AVAILABLE DATA:
--------------------

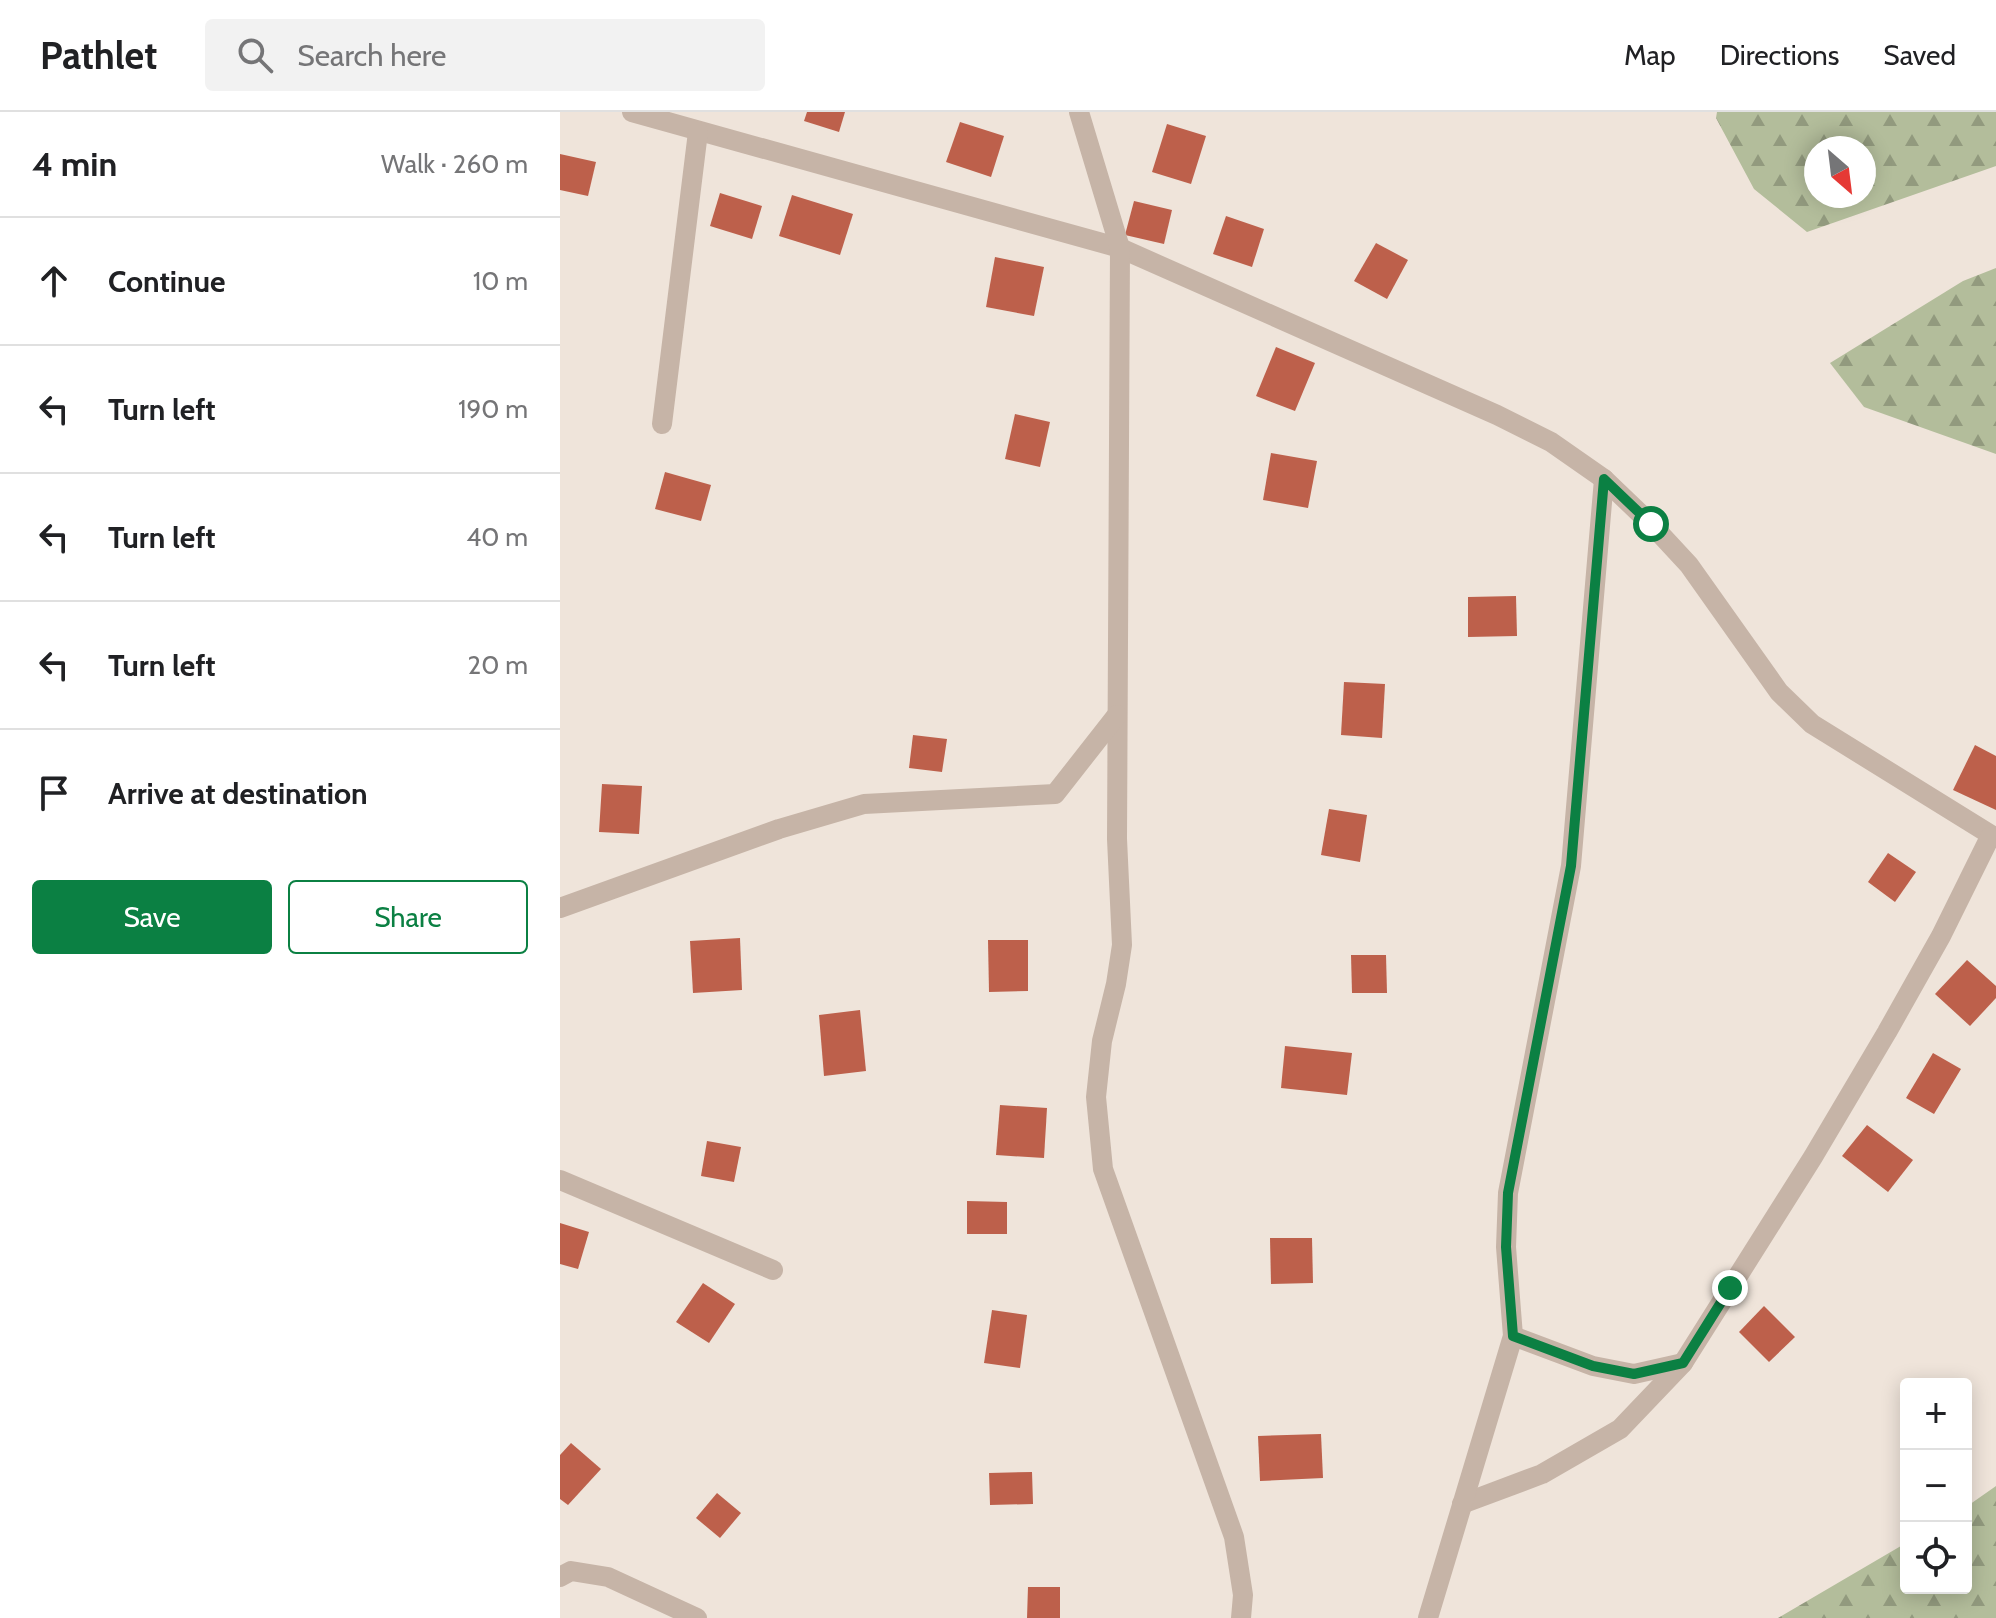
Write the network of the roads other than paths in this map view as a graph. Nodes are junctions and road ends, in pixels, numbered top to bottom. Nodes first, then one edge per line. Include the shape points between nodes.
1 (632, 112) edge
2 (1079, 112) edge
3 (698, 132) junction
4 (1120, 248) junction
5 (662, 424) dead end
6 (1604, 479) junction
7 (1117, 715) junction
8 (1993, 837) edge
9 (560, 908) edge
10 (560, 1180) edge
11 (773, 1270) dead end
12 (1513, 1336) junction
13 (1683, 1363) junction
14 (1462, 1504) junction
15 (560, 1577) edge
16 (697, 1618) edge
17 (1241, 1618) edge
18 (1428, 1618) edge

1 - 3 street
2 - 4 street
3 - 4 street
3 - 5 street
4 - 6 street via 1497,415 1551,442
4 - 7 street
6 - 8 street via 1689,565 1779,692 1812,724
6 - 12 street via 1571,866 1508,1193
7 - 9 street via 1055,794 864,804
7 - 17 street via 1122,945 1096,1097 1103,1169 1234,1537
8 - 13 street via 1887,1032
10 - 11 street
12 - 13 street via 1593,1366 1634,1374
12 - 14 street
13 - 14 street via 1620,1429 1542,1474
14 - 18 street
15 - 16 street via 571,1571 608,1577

--------------------

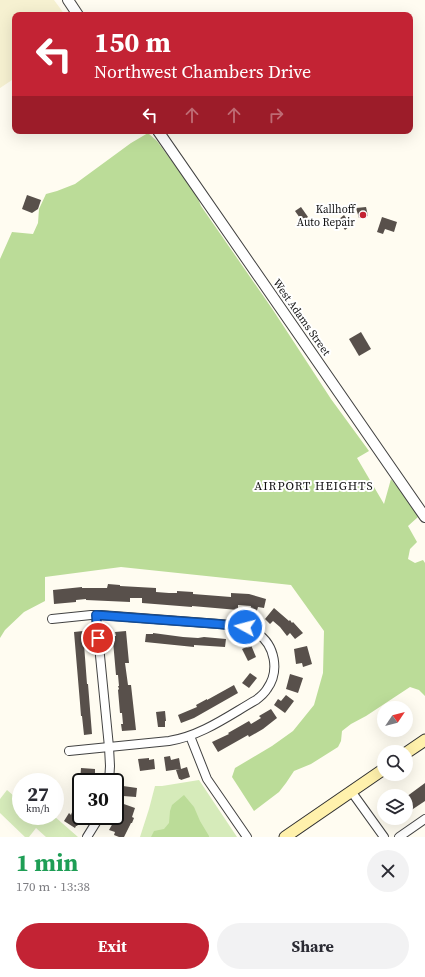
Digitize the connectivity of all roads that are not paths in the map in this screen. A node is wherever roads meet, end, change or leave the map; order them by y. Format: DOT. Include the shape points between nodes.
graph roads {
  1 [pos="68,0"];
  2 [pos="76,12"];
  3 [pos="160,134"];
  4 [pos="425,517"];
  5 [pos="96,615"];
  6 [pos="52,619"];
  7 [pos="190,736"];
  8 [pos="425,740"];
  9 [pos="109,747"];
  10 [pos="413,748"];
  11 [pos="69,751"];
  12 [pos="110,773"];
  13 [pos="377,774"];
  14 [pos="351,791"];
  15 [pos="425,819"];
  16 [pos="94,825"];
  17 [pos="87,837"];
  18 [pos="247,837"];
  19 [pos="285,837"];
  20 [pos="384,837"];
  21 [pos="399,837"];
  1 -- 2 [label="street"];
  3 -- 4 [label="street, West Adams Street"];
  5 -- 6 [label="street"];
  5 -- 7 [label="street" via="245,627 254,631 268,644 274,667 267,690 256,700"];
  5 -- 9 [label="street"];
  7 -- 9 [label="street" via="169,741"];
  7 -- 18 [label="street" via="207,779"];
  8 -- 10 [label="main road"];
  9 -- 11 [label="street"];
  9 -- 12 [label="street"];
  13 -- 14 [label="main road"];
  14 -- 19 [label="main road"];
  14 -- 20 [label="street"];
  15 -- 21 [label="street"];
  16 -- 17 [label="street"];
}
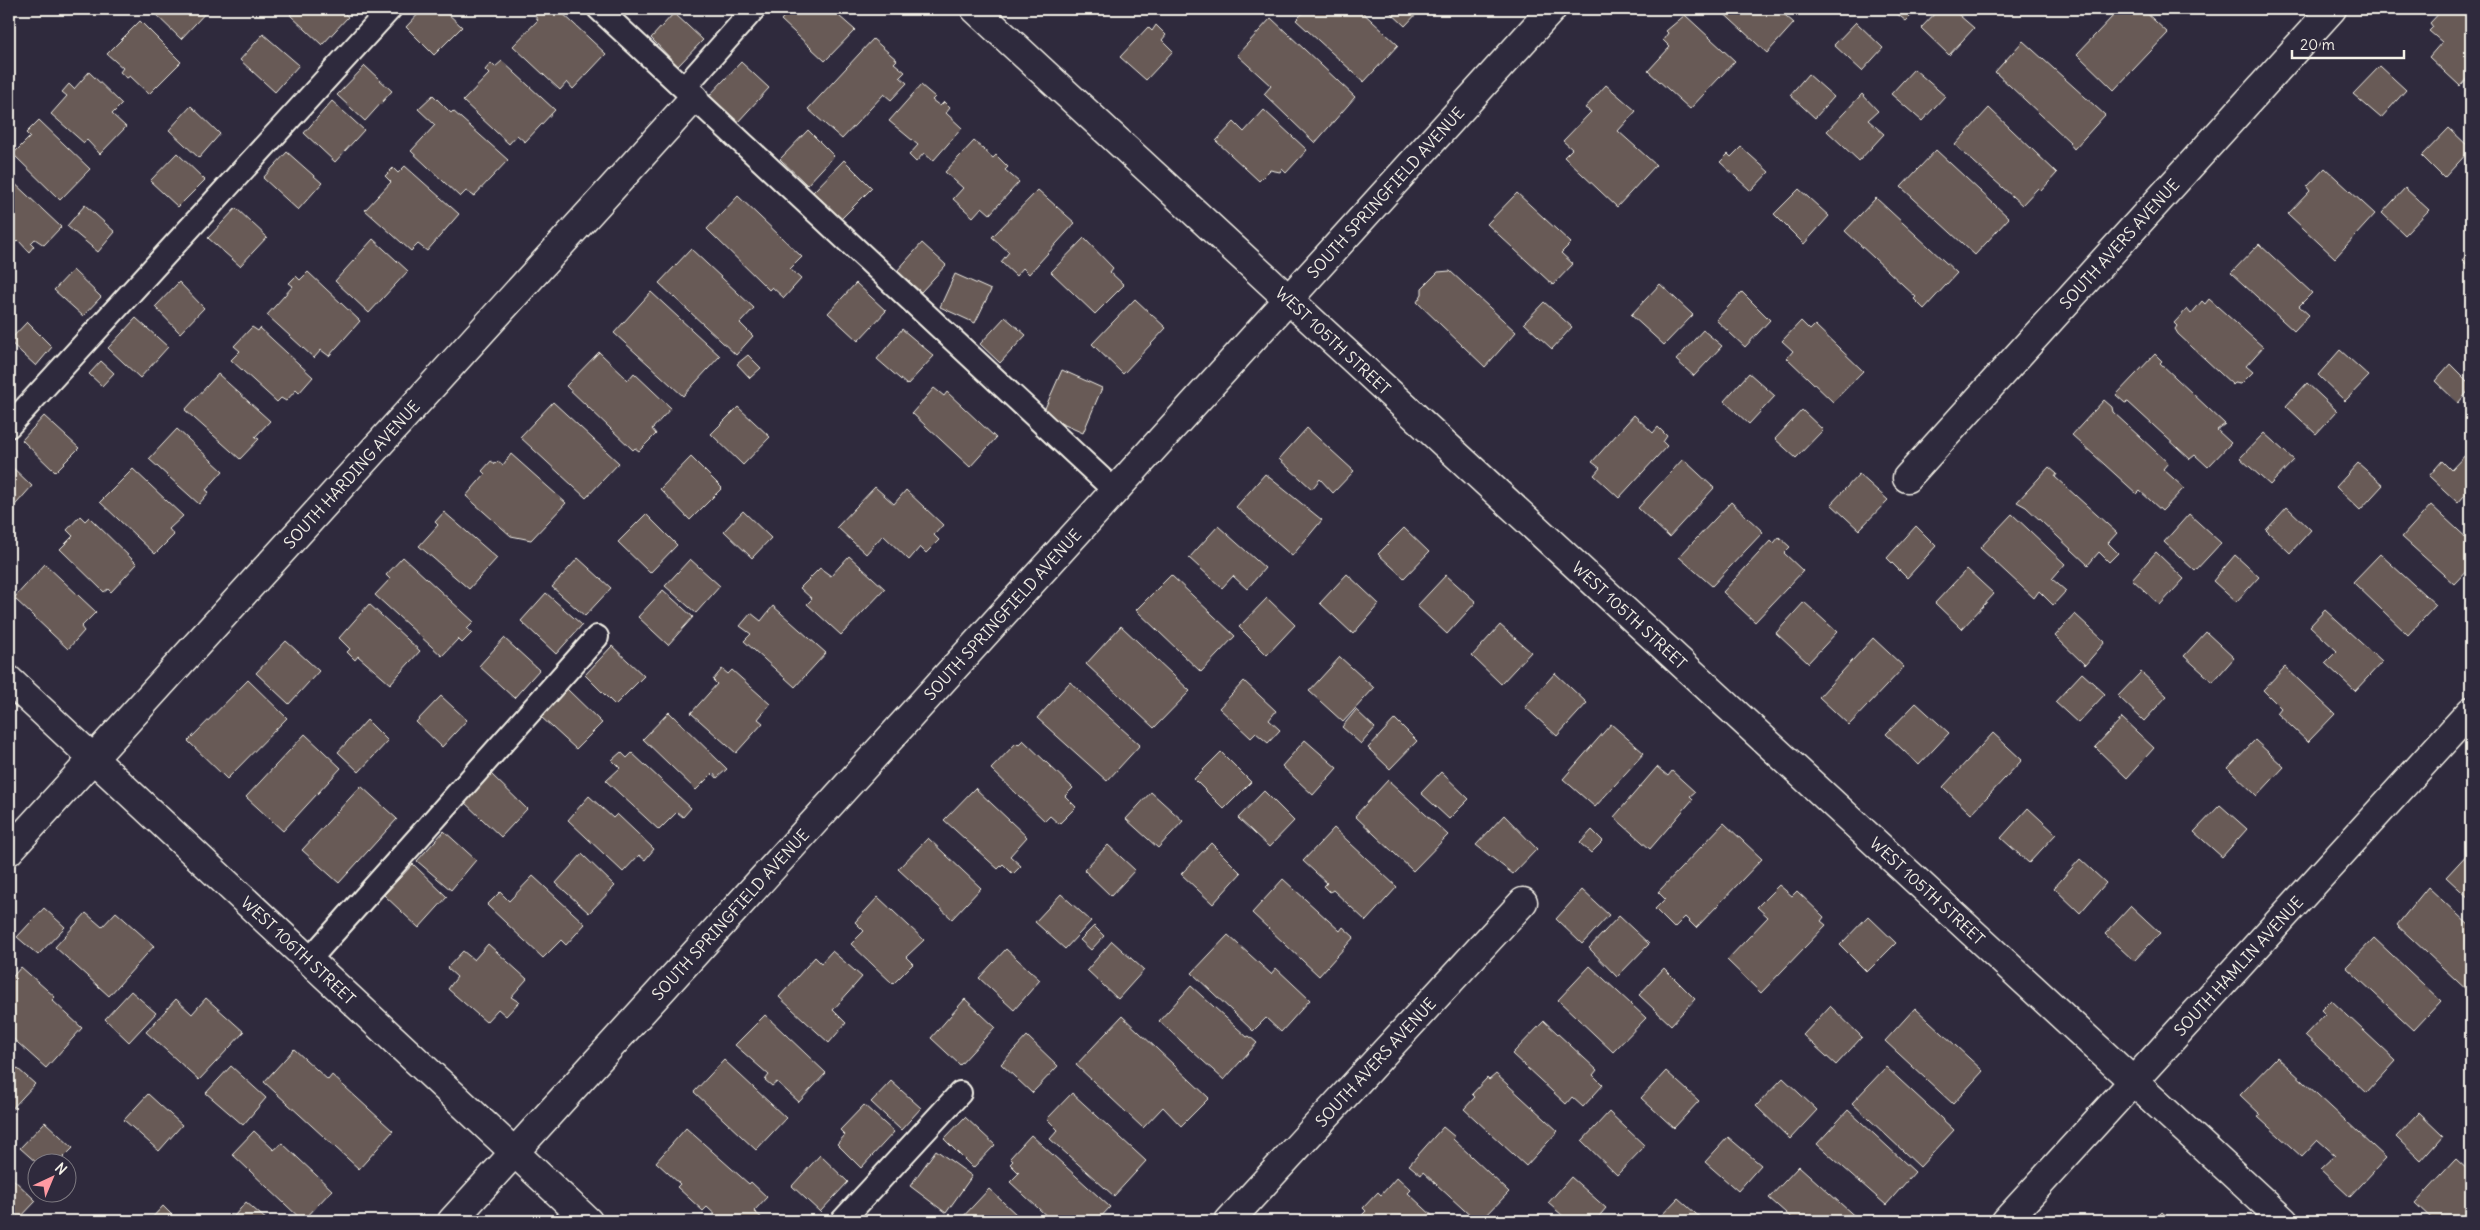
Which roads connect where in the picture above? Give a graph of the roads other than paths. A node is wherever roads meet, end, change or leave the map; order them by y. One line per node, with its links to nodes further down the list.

--------------------

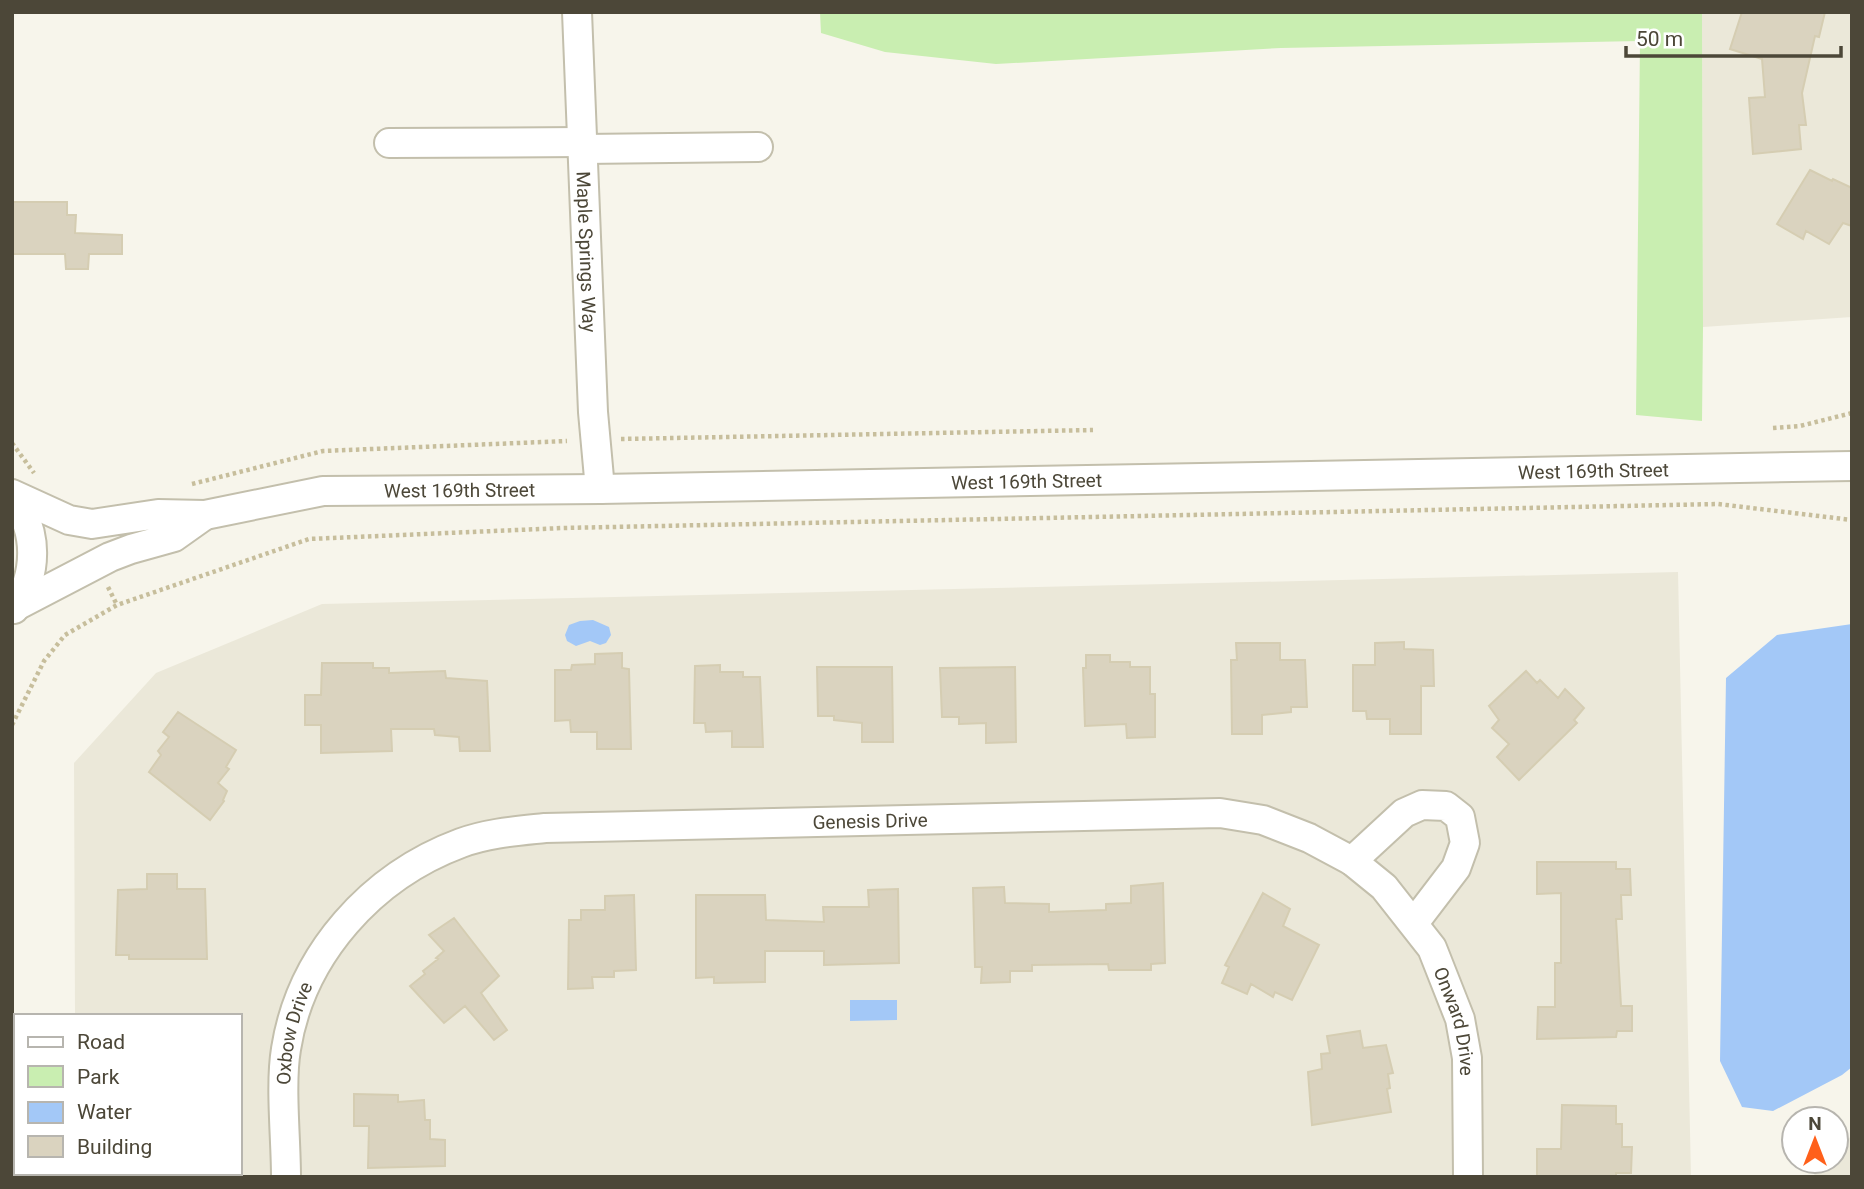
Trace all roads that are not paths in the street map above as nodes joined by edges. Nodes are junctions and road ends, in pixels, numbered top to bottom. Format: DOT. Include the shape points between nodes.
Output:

--------------------

AIM OF THE EXERCISE: Whenever a line in the entries holds the word "above", copy that line.

WRITTEN SOLUTION:
Which roads connect where in the picture above? Give a graph of the roads other than paths. A node is wherever roads meet, end, change or leave the map; order them by y. One line per node, with its links to nodes further down the list.
Trace all roads that are not paths in the street map above as nodes joined by edges. Nodes are junctions and road ends, in pixels, numbered top to bottom. Format: DOT. Include the shape points between nodes.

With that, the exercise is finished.